═══ Source material
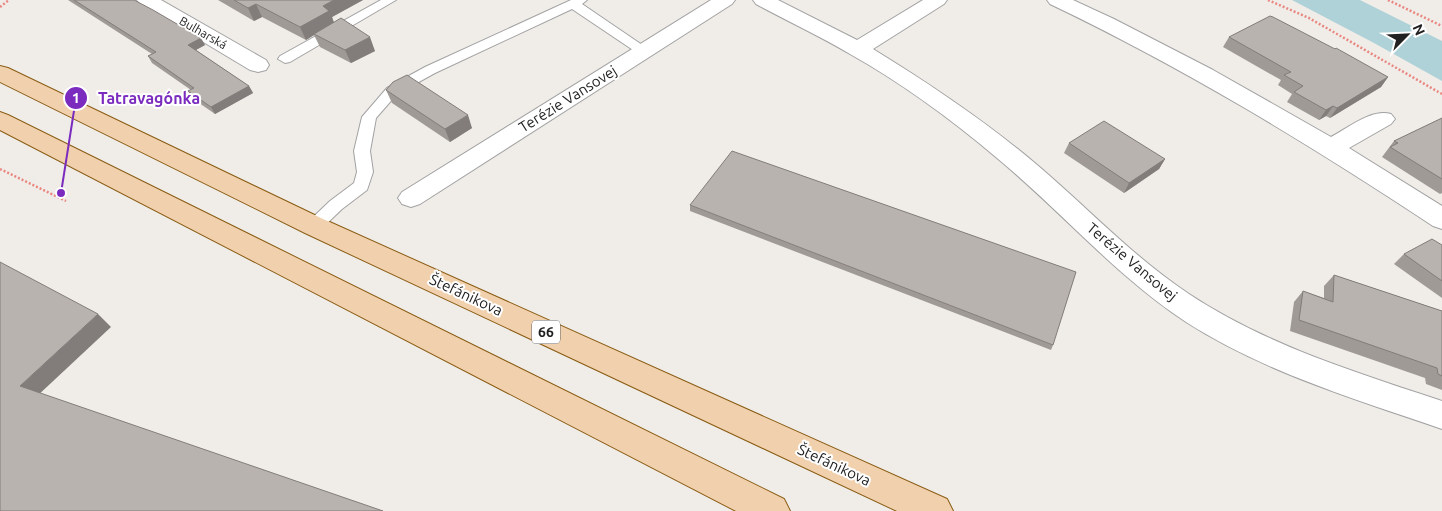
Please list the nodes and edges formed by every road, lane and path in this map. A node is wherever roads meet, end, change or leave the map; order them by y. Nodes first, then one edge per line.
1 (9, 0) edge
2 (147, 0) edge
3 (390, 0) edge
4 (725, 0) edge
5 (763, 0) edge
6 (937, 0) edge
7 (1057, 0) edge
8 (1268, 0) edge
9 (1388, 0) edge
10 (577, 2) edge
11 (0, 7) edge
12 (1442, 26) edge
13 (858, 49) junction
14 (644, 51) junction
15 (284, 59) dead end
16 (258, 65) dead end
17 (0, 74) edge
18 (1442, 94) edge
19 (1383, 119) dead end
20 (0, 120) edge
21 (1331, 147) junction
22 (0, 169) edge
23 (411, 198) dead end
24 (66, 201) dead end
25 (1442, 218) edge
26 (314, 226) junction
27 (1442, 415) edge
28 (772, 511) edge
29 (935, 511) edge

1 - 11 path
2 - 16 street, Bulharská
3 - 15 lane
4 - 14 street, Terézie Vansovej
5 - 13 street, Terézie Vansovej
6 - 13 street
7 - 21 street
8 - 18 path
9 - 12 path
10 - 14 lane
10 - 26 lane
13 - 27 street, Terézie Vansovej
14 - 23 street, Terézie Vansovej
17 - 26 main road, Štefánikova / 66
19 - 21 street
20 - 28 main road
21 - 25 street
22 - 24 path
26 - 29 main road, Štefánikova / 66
══════
Exercise aim –
Repeat all of the entries word for word, but omit the pictures.

Exercise result –
Please list the nodes and edges formed by every road, lane and path in this map. A node is wherever roads meet, end, change or leave the map; order them by y. Nodes first, then one edge per line.
1 (9, 0) edge
2 (147, 0) edge
3 (390, 0) edge
4 (725, 0) edge
5 (763, 0) edge
6 (937, 0) edge
7 (1057, 0) edge
8 (1268, 0) edge
9 (1388, 0) edge
10 (577, 2) edge
11 (0, 7) edge
12 (1442, 26) edge
13 (858, 49) junction
14 (644, 51) junction
15 (284, 59) dead end
16 (258, 65) dead end
17 (0, 74) edge
18 (1442, 94) edge
19 (1383, 119) dead end
20 (0, 120) edge
21 (1331, 147) junction
22 (0, 169) edge
23 (411, 198) dead end
24 (66, 201) dead end
25 (1442, 218) edge
26 (314, 226) junction
27 (1442, 415) edge
28 (772, 511) edge
29 (935, 511) edge

1 - 11 path
2 - 16 street, Bulharská
3 - 15 lane
4 - 14 street, Terézie Vansovej
5 - 13 street, Terézie Vansovej
6 - 13 street
7 - 21 street
8 - 18 path
9 - 12 path
10 - 14 lane
10 - 26 lane
13 - 27 street, Terézie Vansovej
14 - 23 street, Terézie Vansovej
17 - 26 main road, Štefánikova / 66
19 - 21 street
20 - 28 main road
21 - 25 street
22 - 24 path
26 - 29 main road, Štefánikova / 66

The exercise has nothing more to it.